= Homosocialization =

Process by which an LGBT person meets and relates to others of the same community

Homosocialization or LGBT socialization is the process by which LGBTQ people meet, relate and become integrated in the LGBT community, especially with people of the same sexual orientation and gender identity, helping to build their own identity as well.

== Institutions ==

=== High schools ===
Gay–straight alliances (GSAs) started to appear in schools the 1980s. They were a way for the youth of the community to overcome seclusion and stigma in the school environment. Currently registered under the parent network GLSEN, there are over 3,000 clubs in the United States.

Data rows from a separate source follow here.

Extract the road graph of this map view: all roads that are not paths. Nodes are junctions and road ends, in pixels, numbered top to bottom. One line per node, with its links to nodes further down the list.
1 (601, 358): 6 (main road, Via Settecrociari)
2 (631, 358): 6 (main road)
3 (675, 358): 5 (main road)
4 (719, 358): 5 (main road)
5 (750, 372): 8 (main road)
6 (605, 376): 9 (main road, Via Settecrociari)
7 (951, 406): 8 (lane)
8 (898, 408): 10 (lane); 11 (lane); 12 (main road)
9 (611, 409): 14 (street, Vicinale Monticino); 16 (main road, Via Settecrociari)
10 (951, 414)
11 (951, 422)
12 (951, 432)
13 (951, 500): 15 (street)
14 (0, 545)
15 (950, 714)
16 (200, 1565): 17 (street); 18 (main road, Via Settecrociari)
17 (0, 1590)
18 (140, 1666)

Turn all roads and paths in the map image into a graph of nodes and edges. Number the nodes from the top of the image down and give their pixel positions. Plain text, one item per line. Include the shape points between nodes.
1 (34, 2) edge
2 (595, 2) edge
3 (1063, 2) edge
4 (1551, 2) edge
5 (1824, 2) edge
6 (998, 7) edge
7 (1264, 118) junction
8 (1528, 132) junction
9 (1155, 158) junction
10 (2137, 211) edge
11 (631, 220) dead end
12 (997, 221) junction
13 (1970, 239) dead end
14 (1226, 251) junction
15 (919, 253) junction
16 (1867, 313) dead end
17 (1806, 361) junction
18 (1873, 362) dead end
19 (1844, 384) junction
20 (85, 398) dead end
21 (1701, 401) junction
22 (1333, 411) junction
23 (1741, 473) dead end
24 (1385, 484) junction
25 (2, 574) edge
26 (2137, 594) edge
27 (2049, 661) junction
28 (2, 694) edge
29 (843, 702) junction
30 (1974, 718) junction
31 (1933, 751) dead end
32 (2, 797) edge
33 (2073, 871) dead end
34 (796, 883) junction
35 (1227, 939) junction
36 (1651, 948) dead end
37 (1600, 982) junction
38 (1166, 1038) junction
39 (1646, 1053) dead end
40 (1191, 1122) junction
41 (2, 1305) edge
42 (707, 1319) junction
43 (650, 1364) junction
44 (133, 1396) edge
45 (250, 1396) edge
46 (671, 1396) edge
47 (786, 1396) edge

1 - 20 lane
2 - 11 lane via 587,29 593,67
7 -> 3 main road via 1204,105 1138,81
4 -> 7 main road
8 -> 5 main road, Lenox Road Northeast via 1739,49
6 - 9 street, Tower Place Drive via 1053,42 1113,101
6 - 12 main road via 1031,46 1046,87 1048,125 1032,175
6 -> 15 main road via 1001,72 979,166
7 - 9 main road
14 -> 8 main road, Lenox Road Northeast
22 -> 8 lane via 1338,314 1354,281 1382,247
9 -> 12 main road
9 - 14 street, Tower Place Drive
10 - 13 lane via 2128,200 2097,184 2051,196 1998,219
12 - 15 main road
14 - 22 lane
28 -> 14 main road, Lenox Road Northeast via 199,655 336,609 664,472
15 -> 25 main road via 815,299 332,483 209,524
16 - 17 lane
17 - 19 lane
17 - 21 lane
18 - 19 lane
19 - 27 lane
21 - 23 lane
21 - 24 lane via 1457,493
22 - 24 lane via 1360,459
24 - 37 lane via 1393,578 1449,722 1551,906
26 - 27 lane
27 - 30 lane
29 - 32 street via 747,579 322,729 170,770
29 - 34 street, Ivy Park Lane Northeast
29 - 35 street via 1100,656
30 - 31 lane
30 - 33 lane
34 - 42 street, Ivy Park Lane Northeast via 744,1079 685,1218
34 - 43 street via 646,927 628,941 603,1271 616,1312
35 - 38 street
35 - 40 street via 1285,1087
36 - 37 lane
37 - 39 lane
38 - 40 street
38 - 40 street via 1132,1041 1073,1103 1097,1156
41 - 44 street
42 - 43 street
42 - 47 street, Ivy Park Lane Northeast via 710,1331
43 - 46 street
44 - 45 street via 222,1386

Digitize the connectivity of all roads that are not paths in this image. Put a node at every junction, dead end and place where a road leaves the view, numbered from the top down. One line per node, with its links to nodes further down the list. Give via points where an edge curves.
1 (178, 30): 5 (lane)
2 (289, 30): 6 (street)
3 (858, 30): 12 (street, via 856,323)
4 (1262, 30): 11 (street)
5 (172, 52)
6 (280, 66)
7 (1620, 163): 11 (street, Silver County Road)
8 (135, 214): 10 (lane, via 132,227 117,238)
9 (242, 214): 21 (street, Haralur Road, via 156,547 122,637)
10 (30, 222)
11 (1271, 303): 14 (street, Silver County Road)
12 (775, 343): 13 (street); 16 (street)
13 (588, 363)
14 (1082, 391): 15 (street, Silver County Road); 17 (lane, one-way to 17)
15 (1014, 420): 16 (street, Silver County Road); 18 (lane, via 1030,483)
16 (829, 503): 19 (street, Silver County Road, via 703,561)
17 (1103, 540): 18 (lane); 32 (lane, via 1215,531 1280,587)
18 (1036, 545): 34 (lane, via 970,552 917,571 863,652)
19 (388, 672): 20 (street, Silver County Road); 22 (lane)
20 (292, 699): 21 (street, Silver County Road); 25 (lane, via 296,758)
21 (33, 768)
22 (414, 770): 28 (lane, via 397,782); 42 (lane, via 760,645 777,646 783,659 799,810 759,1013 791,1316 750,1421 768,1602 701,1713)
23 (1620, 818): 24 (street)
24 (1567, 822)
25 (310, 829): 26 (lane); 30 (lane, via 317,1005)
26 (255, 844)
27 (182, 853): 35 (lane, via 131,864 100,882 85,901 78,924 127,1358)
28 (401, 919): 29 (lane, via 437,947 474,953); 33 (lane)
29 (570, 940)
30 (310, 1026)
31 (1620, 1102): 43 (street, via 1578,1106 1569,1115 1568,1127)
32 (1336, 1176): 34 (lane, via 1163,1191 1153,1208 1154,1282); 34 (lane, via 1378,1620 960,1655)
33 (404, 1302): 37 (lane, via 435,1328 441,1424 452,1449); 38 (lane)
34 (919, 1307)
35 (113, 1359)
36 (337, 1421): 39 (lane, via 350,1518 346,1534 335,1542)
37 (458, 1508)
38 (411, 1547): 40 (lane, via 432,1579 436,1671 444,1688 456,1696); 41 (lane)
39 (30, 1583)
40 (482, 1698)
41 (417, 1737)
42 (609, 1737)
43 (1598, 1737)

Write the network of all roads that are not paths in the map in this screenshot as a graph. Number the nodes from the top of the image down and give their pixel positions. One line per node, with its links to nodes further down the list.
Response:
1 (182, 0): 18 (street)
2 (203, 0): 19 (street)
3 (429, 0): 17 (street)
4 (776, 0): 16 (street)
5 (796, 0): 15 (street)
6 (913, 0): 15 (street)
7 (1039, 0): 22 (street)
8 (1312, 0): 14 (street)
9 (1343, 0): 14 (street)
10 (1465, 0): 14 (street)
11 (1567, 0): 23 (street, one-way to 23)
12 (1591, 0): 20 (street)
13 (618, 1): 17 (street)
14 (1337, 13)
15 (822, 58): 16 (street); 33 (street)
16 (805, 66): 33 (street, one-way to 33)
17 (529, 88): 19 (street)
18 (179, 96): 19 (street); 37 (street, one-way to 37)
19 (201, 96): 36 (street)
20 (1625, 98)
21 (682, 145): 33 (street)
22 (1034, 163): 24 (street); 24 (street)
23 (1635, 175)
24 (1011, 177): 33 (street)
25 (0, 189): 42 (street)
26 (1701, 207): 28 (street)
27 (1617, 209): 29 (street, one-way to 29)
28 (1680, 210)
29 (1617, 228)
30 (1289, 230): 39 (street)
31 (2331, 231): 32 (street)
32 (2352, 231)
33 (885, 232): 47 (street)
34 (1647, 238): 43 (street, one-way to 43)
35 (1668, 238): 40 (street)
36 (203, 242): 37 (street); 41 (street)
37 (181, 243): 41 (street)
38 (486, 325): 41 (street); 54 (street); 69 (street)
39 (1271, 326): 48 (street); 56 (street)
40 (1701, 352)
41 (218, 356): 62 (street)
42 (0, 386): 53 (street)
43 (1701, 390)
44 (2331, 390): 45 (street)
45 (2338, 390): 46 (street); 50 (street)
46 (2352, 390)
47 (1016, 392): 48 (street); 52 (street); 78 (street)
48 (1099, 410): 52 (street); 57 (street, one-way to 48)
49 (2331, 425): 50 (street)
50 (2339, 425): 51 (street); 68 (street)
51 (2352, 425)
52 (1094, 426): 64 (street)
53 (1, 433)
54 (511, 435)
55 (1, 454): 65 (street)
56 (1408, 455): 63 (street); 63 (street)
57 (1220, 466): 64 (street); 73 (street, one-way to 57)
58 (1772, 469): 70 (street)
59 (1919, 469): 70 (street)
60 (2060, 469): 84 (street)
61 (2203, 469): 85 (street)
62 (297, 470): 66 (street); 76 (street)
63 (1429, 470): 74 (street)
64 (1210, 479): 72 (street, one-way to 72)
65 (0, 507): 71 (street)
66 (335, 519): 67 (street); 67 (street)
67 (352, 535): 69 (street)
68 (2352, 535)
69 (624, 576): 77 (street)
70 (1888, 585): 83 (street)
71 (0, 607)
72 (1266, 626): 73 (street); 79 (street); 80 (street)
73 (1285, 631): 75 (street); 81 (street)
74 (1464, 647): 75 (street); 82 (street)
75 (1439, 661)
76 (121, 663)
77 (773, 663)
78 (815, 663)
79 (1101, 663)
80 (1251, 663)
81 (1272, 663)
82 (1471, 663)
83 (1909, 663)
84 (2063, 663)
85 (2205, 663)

The social climate of a school has a direct relationship to the health of the students, both physically and mentally. A 2021 survey of students revealed that 68% of people heard negative remarks; 68% felt unsafe; 32% had missed at least one day of school in the past month, markers nearly unchanged from a similar study in 2003.

=== Universities ===
Higher education organizations that house LGBT/queer people can strengthen their systems for encouraging socialization through appropriate research within the student body. Not carrying out such research damages the life of students because an institution is unable to make sure it is keeping up-to-date on relevant issues. With continued research institutes can contribute to the bettering of life and success of their LGBT students.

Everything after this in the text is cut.